Critical signaling pathways in immune cells could reduce Alzheimer’s progression

According to Weill Cornell Medicine researchers, inhibiting a critical signaling route in brain-resident immune cells may reduce brain inflammation and hence halt the progression of the disease in Alzheimer’s and other neurodegenerative disorders. The results indicate that new therapeutic techniques against neurodegenerative disorders, which are quite frequent in older persons and for whom there are currently no effective disease-modifying medicines.

Inflammation of the brain, particularly through the activation of immune cells termed microglia, has prolonged been recognized as a prevalent characteristic of neurodegenerative disorders. Another common feature of these illnesses is the growth of aberrant, thread-like aggregates—“tangles”—of a neuronal protein called tau.
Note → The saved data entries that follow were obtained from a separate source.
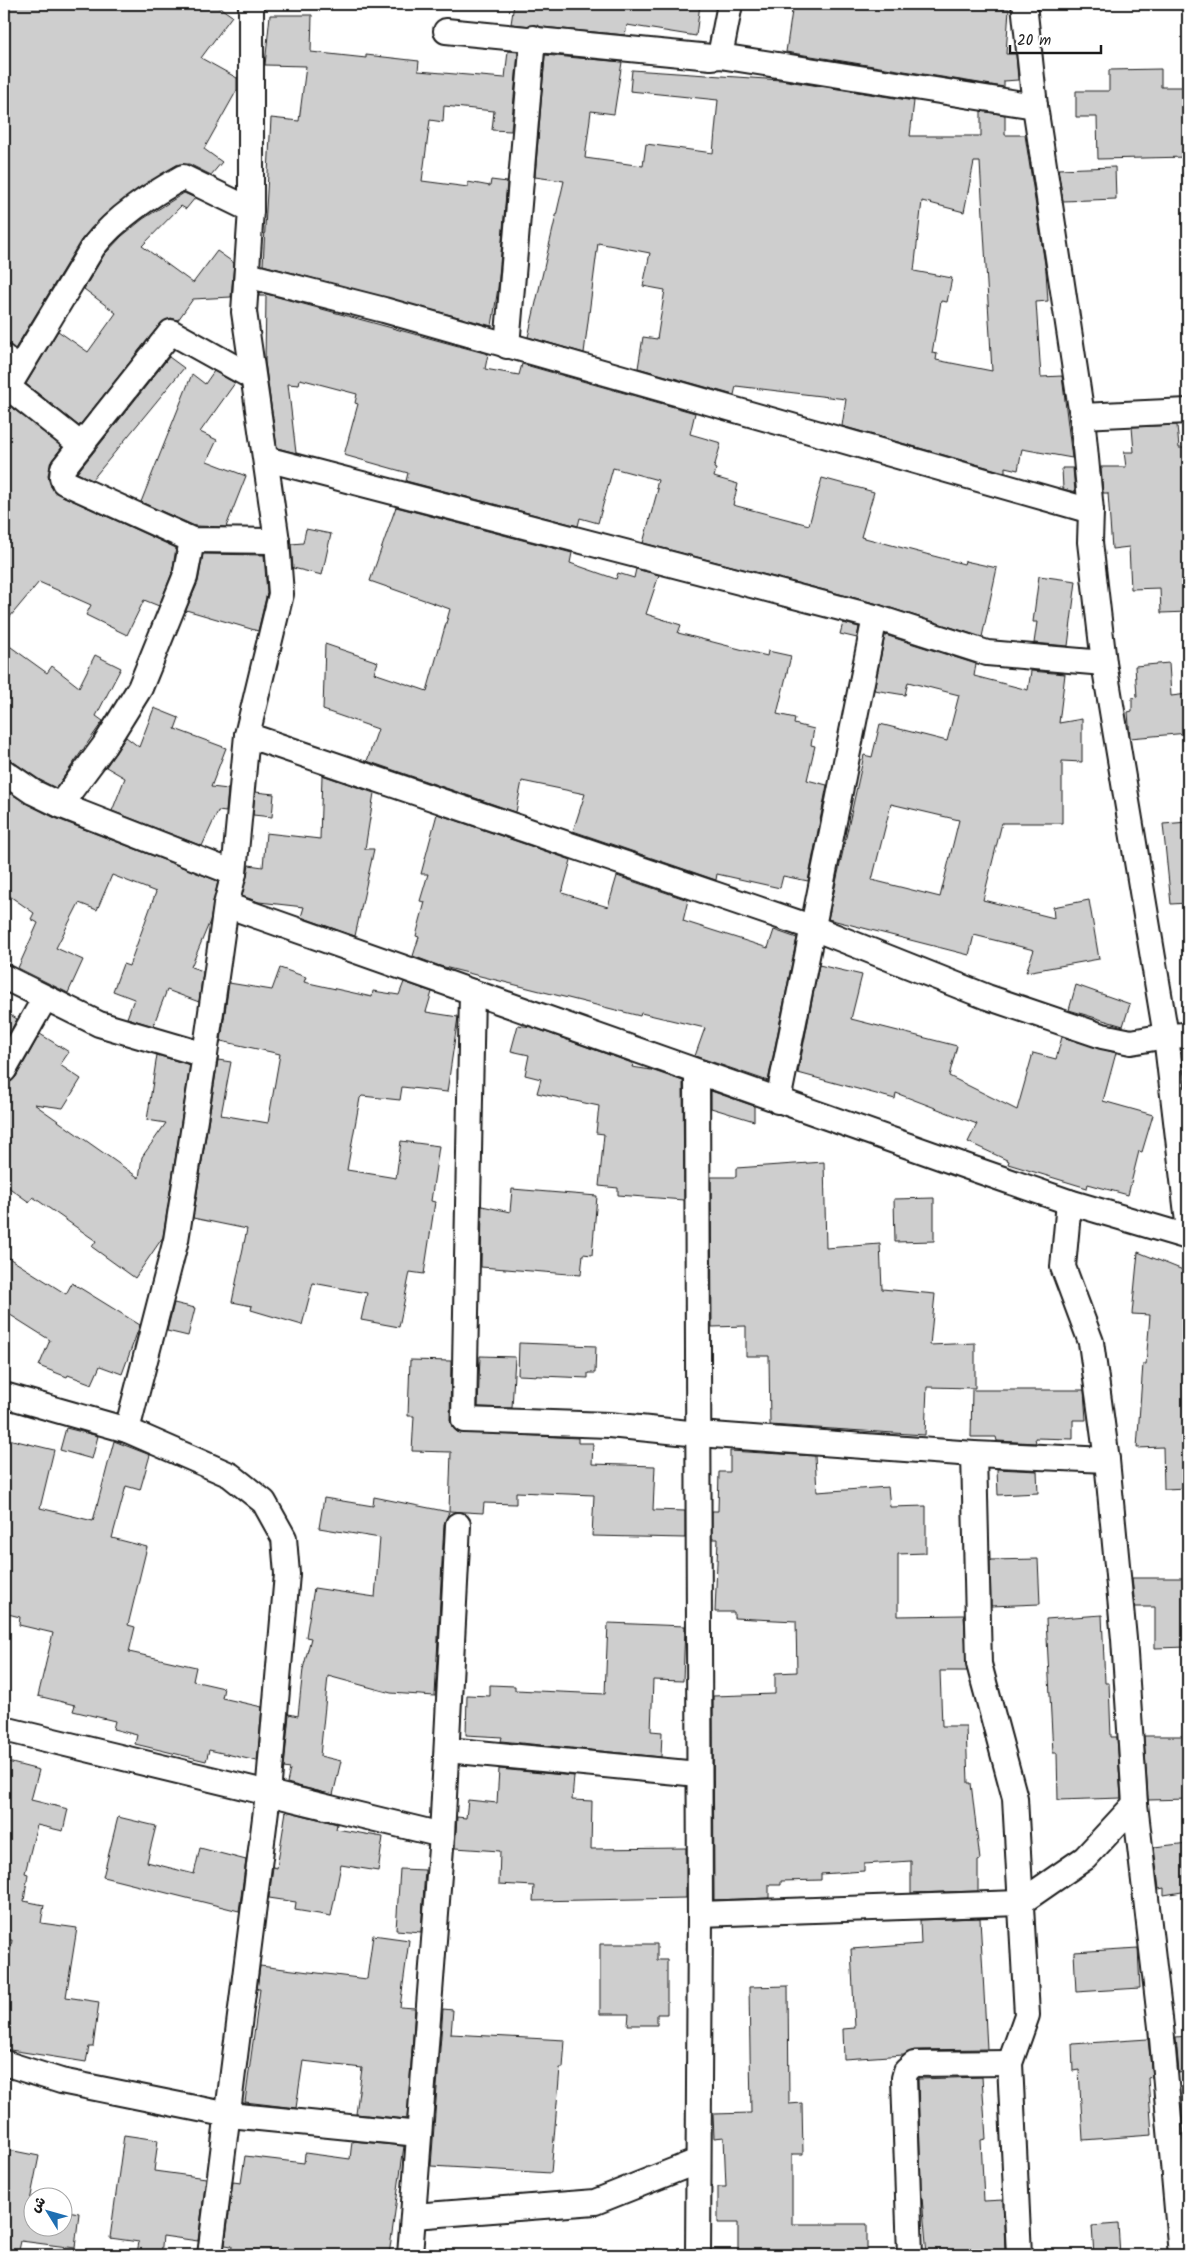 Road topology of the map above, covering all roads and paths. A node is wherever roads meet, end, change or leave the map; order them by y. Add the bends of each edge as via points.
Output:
1 (251, 4) edge
2 (730, 4) edge
3 (1024, 4) edge
4 (446, 31) dead end
5 (533, 38) junction
6 (720, 56) junction
7 (1034, 106) junction
8 (251, 210) junction
9 (248, 275) junction
10 (507, 346) junction
11 (4, 357) edge
12 (252, 377) junction
13 (6, 391) edge
14 (1188, 411) edge
15 (1082, 416) junction
16 (82, 445) junction
17 (266, 459) junction
18 (1090, 511) junction
19 (192, 540) junction
20 (277, 541) junction
21 (875, 617) junction
22 (1104, 663) junction
23 (247, 736) junction
24 (4, 772) edge
25 (60, 805) junction
26 (234, 873) junction
27 (226, 905) junction
28 (812, 927) junction
29 (4, 977) edge
30 (472, 992) junction
31 (45, 998) junction
32 (1177, 1035) edge
33 (205, 1055) junction
34 (4, 1070) edge
35 (697, 1073) junction
36 (778, 1101) junction
37 (1070, 1202) junction
38 (1188, 1222) edge
39 (1188, 1237) edge
40 (4, 1395) edge
41 (127, 1430) junction
42 (699, 1434) junction
43 (974, 1454) junction
44 (1107, 1460) junction
45 (458, 1525) dead end
46 (4, 1729) edge
47 (447, 1750) junction
48 (698, 1774) junction
49 (268, 1794) junction
50 (1135, 1804) junction
51 (442, 1834) junction
52 (1020, 1903) junction
53 (700, 1914) junction
54 (4, 2063) edge
55 (1010, 2064) junction
56 (229, 2115) junction
57 (419, 2134) junction
58 (698, 2161) junction
59 (414, 2216) junction
60 (210, 2255) edge
61 (410, 2255) edge
62 (698, 2255) edge
63 (910, 2255) edge
64 (1019, 2255) edge
65 (1181, 2255) edge

1 - 8 street
2 - 6 street
3 - 7 street
4 - 5 street
5 - 6 street
5 - 10 street
6 - 7 street
7 - 15 street
8 - 9 street
8 - 13 street via 183,177 152,195 102,234
9 - 10 street
9 - 12 street via 244,312
10 - 18 street
11 - 13 street
12 - 16 street via 171,332
12 - 17 street
13 - 16 street
14 - 15 street
15 - 18 street
16 - 19 street via 63,468 64,482
17 - 20 street
17 - 21 street
18 - 22 street via 1090,542
19 - 20 street
19 - 25 street via 185,577 140,688 104,746
20 - 23 street via 281,594
21 - 22 street via 987,653
21 - 28 street
22 - 32 street
23 - 26 street
23 - 28 street
24 - 25 street via 33,792
25 - 26 street
26 - 27 street
27 - 30 street
27 - 33 street
28 - 32 street via 987,997 1102,1036 1131,1042
28 - 36 street
29 - 31 street
30 - 35 street
30 - 42 street via 464,1420 609,1425
31 - 33 street via 99,1024
31 - 34 street
32 - 38 street
33 - 41 street via 176,1240
35 - 36 street
35 - 42 street
36 - 37 street
37 - 39 street
37 - 44 street via 1063,1267 1091,1342
40 - 41 street
41 - 49 street via 230,1475 264,1502 284,1538 287,1574
42 - 43 street
42 - 48 street
43 - 44 street
43 - 52 street via 979,1664 1015,1798
44 - 50 street
45 - 47 street
46 - 49 street
47 - 48 street
47 - 51 street
48 - 53 street
49 - 51 street
49 - 56 street
50 - 52 street via 1085,1858
50 - 65 street via 1161,2027
51 - 57 street
52 - 53 street
52 - 55 street via 1027,2015
53 - 58 street
54 - 56 street via 60,2081
55 - 63 street via 914,2064 906,2071
55 - 64 street
56 - 57 street
56 - 60 street
57 - 59 street
58 - 59 street via 594,2202
58 - 62 street
59 - 61 street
The researchers found that tau tangles assist drive inflammatory activation of microglia through a multifunctional signaling route termed the NF-κB pathway in their study. The research was published on April 12^th, 2022, in the Nature Communications journal. In a tau-based Alzheimer’s mouse model, inhibiting microglial NF-κB signaling substantially pulled the immune cells out of their inflammatory state and corrected the mice’s learning and memory difficulties.

Our findings suggest restraining overactive NF-κB may be a good therapeutic strategy in Alzheimer’s and other tau-mediated neurodegenerative diseases.”

Dr Li Gan, Director, Helen and Robert Appel Alzheimer’s Disease Research Institute

Dr Li was also a Burton P. and the Judith B. Resnick Distinguished Professor in Neurodegenerative Diseases in the Feil Family Brain and Mind Research Institute at Weill Cornell Medicine.

In Alzheimer’s, Parkinson’s, Pick disease, progressive supranuclear palsy, frontotemporal dementia, and many other neurodegenerative illnesses, tau tangles are detected within neurons in affected brain regions.

Investigations have demonstrated that tangles can stimulate the production of additional tangles when inserted into animal brains, causing a chain reaction in which the tangles expand to other brain regions. Autopsy investigations in Alzheimer’s disease and other “tauopathies” show that the spread of tangles closely follows the progression of the disease.

The specific involvement of tangles in brain cell death has never been determined. Prior research has revealed that tau tangles engage with microglia in a way that causes them to become inflammatory and disease-associated.

The microglia, which ordinarily try to eat the tau tangles, become ineffective in this inflammatory state. Much of the tau is cleared away from the microglia in forms that prefer to establish new tangles rather than being digested.

Dr Gan and her colleagues discovered evidence in cell culture and mouse tests that tau tangles push microglia into this disease-linked inflammatory state by triggering the NF-κB signaling pathway.

They demonstrated that keeping the NF-κB pathway hyperactive in microglia improved the seeding and propagation of tangles, which promote additional NF-κB activation, in an Alzheimer’s mouse model with tau-tangles mostly driven by seeded tau. Shutting down NF-κB, on the other hand, stopped the vicious loop and significantly reduced the spread of the tangles.

The researchers demonstrated that inactivating microglial NF-κB switched the microglia nearly completely out of their inflammatory, disease-associated condition, regaining a much more normal cell structure and gene activity pattern in some other tau animal models with tau tangles produced in aged neurons.

This change, which prevents microglia from disgorging harmful tau seeds, protected the mice from developing important cognitive and memory problems in this scenario.

“Taken together, our experiments suggest that tau’s toxic effects on cognition require microglial NF-κB signaling,” said co-senior author Dr Wenjie Luo, associate professor of research in neuroscience in the Appel Alzheimer’s Disease Research Institute and the Feil Family Brain and Mind Research Institute at Weill Cornell.

Many experimental Alzheimer’s therapies have tried to slow or stop the progression of the disease by attacking amyloid plaques and, more recently, tau tangles over the last two decades. All of these attempts have so far underperformed in large-scale clinical studies. According to Dr Gan, the latest discoveries suggest that future treatments targeting hyperactive microglial NF-κB signaling may have a better chance of success.

Her lab is now conducting an additional study to learn more about how microglial NF-κB signaling, which impacts the activity of hundreds of other microglial genes, damages neurons and causes cognitive and memory problems. The researchers will look into how to control certain components of hyperactive NF-κB signaling without compromising the immune cells’ normal function in the brain.